Task goal: Return all lines from the entries below in which the word "numbered" is present.

Material for the task:

▼

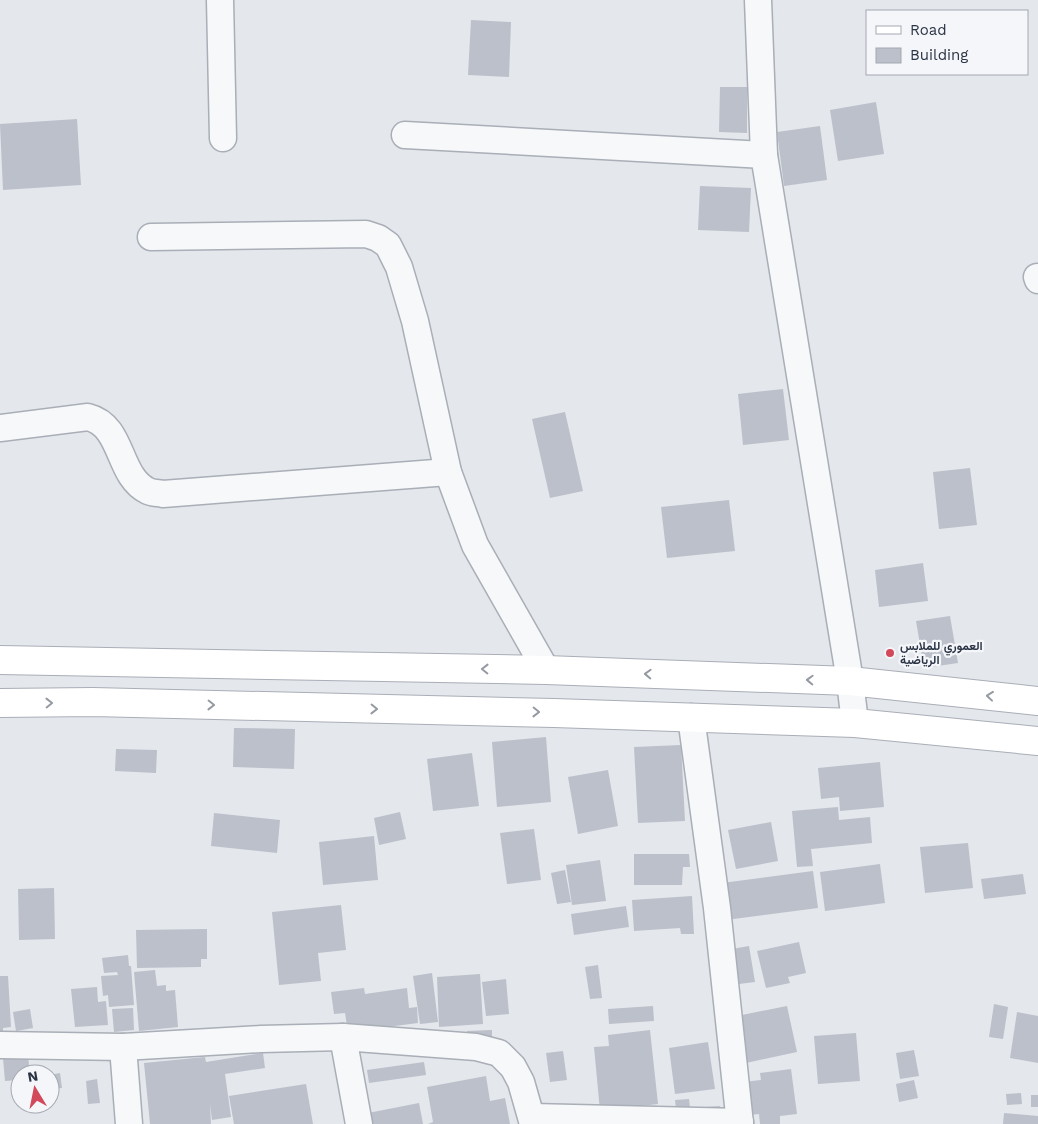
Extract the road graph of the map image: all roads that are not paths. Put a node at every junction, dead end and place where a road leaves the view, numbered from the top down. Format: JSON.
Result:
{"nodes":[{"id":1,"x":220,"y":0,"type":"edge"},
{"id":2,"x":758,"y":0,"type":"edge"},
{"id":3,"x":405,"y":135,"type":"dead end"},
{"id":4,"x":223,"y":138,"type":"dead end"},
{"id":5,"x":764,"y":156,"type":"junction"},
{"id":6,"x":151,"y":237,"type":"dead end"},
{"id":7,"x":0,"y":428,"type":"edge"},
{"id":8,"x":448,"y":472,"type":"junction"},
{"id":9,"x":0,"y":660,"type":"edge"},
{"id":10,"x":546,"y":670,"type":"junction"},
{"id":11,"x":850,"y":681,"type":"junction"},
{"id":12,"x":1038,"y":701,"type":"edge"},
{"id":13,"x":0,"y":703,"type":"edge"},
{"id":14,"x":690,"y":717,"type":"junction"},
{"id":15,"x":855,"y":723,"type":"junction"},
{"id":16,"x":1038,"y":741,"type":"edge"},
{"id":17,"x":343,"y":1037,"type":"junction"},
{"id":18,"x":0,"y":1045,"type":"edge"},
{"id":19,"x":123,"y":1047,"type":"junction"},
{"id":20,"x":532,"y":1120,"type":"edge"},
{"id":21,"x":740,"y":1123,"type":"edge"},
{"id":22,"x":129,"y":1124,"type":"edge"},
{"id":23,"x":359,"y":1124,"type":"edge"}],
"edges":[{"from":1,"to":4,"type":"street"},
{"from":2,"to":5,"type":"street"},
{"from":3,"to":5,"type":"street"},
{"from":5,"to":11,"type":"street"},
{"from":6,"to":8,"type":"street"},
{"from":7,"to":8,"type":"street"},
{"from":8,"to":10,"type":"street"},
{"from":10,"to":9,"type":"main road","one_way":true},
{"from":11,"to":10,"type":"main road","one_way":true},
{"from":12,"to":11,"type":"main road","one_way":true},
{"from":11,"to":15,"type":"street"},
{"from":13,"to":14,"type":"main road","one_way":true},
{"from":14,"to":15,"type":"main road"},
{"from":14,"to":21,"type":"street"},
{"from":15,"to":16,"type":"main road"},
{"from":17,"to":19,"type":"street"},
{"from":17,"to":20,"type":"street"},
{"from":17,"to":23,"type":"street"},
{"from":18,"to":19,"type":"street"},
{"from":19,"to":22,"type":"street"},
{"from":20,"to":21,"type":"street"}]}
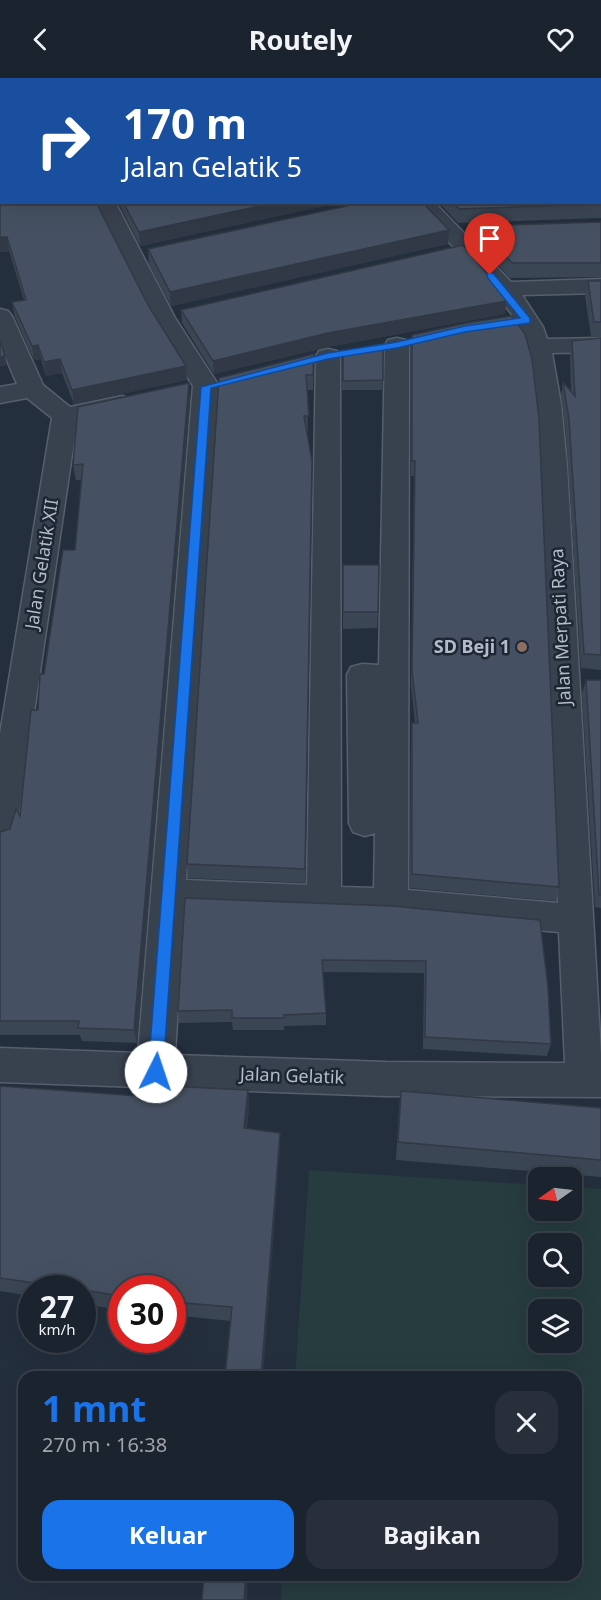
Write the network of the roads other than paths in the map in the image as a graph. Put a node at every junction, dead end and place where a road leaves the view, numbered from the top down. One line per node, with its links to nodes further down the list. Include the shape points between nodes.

▲
▼

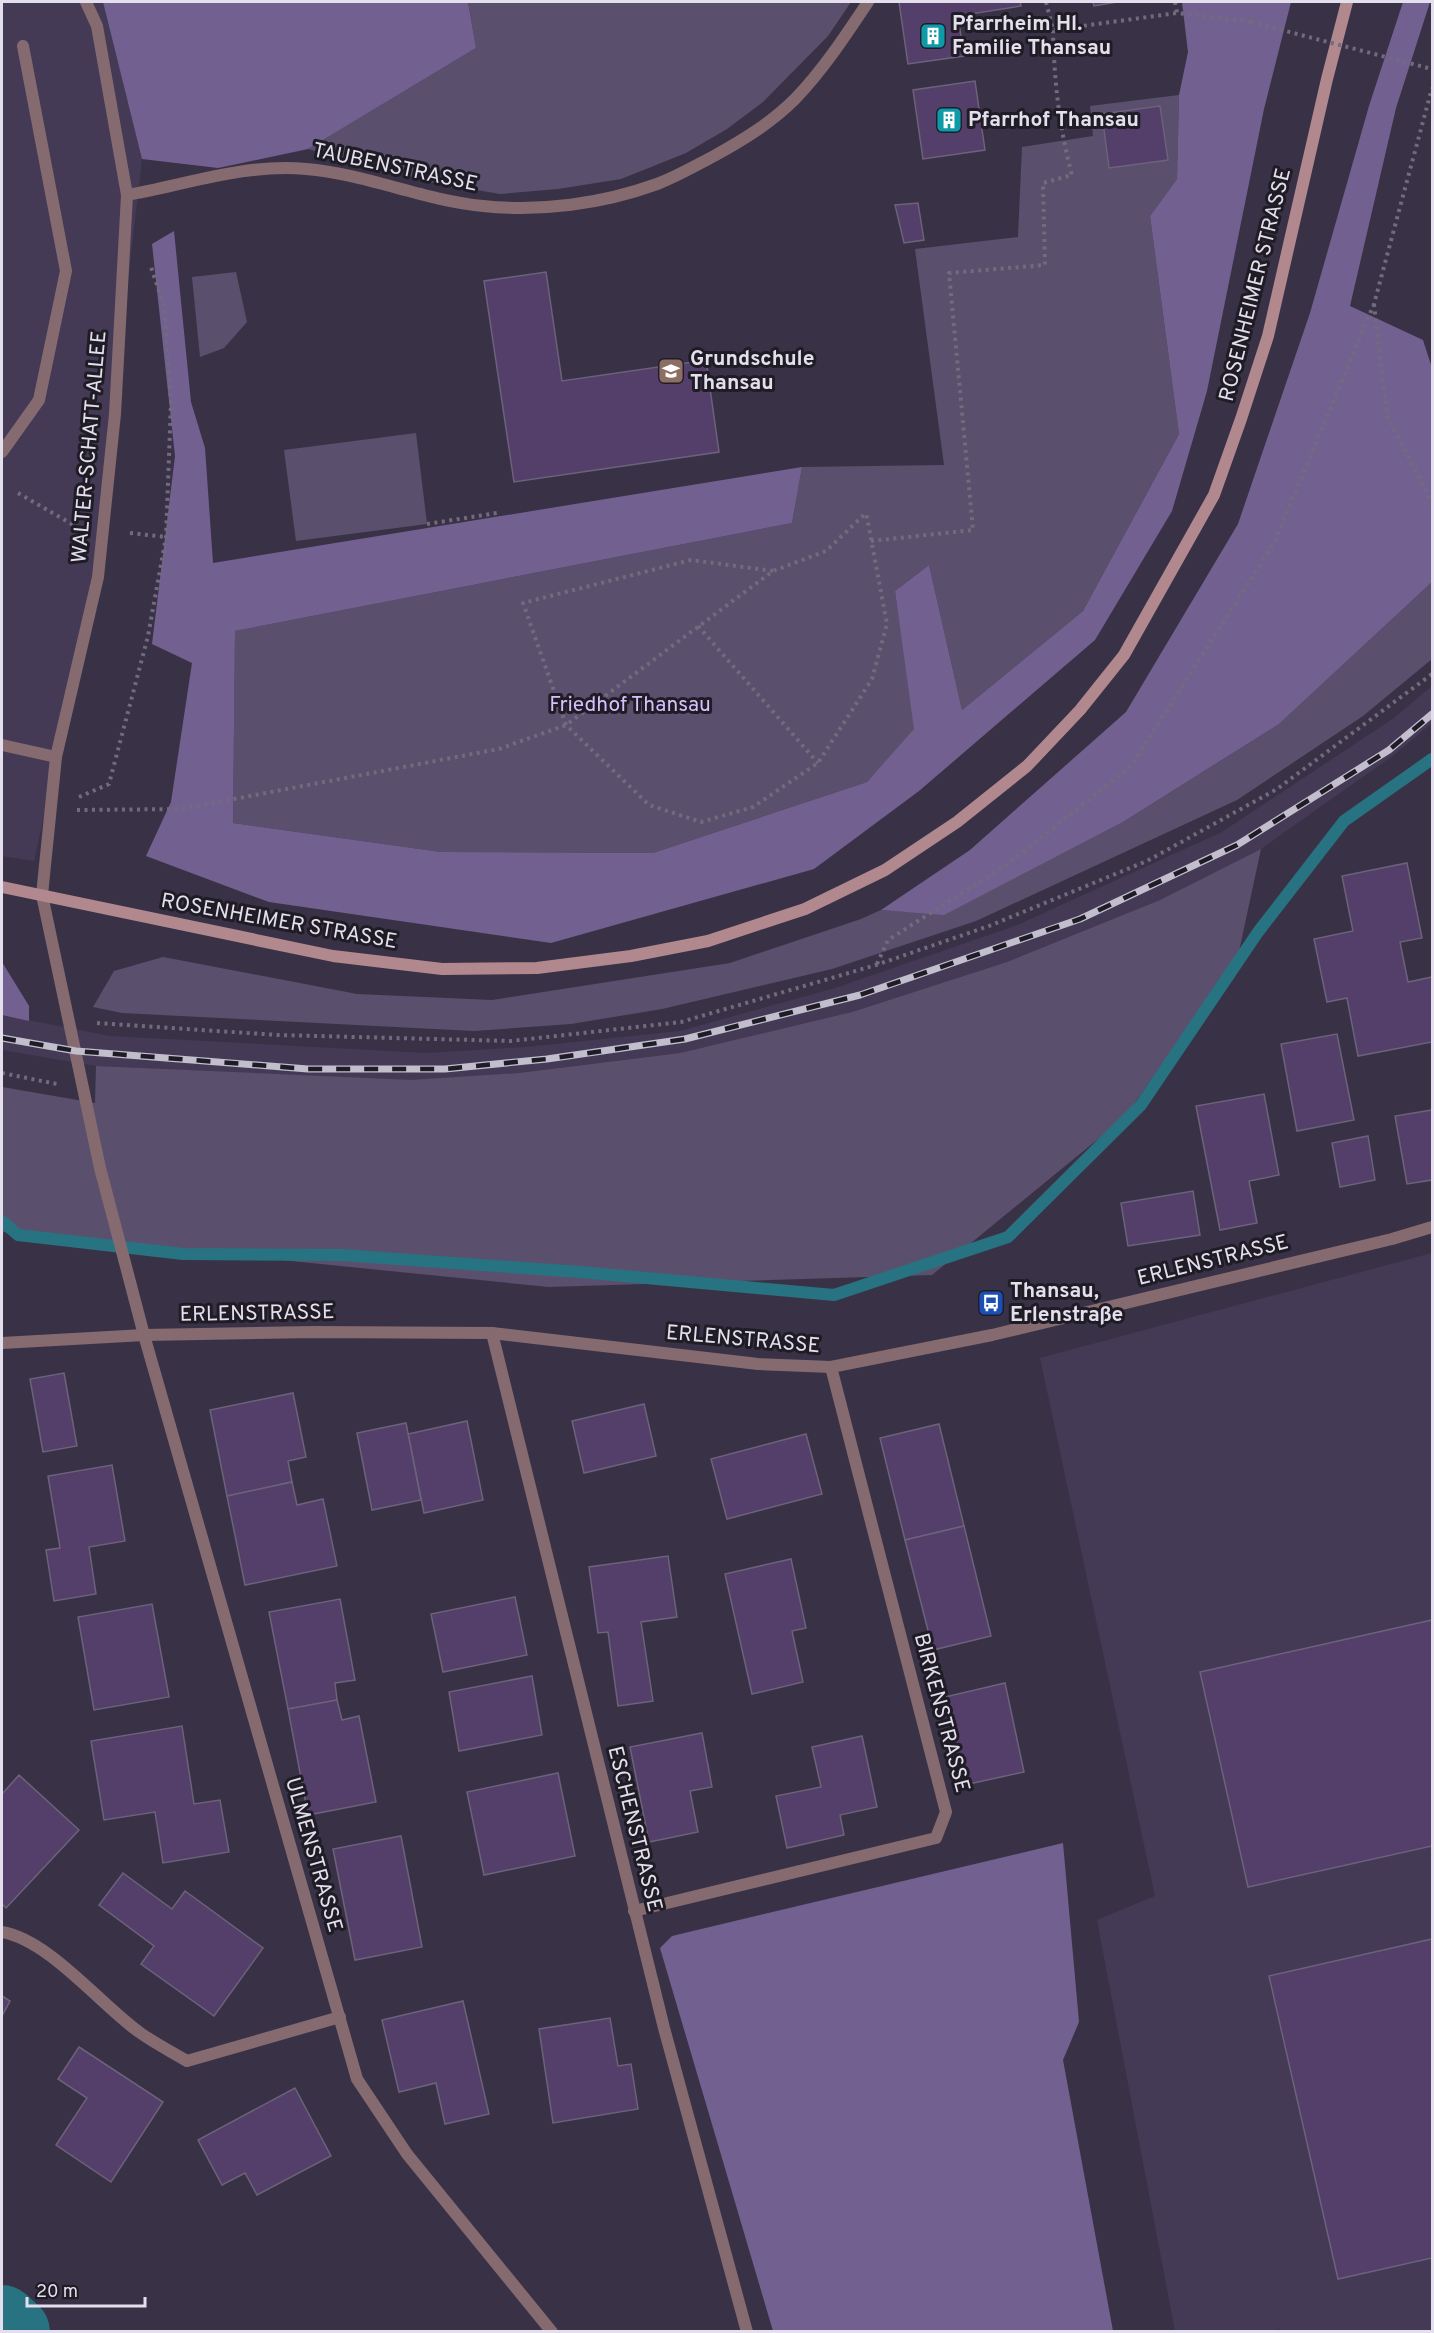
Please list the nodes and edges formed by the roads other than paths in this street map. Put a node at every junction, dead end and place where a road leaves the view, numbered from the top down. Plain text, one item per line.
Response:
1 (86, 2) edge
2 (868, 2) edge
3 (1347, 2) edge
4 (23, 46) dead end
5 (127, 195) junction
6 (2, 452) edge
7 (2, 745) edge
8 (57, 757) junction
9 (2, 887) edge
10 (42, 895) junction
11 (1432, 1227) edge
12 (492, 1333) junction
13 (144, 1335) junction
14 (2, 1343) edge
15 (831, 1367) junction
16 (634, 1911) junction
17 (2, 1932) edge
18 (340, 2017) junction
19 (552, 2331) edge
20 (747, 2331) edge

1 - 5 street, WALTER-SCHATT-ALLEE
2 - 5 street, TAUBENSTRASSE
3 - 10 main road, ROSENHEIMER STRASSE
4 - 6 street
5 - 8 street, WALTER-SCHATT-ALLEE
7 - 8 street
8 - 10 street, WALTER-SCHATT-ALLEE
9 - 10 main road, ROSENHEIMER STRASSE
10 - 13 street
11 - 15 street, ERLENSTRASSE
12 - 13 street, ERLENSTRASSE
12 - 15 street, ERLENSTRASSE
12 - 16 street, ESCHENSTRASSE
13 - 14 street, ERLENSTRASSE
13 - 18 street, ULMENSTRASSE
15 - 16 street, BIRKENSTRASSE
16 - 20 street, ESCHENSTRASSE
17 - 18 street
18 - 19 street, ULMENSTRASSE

▲

Exercise result:
Extract the road graph of the map image: all roads that are not paths. Put a node at every junction, dead end and place where a road leaves the view, numbered from the top down. Format: JSON.
Write the network of the roads other than paths in the map in the image as a graph. Put a node at every junction, dead end and place where a road leaves the view, numbered from the top down. One line per node, with its links to nodes further down the list. Include the shape points between nodes.
Please list the nodes and edges formed by the roads other than paths in this street map. Put a node at every junction, dead end and place where a road leaves the view, numbered from the top down. Plain text, one item per line.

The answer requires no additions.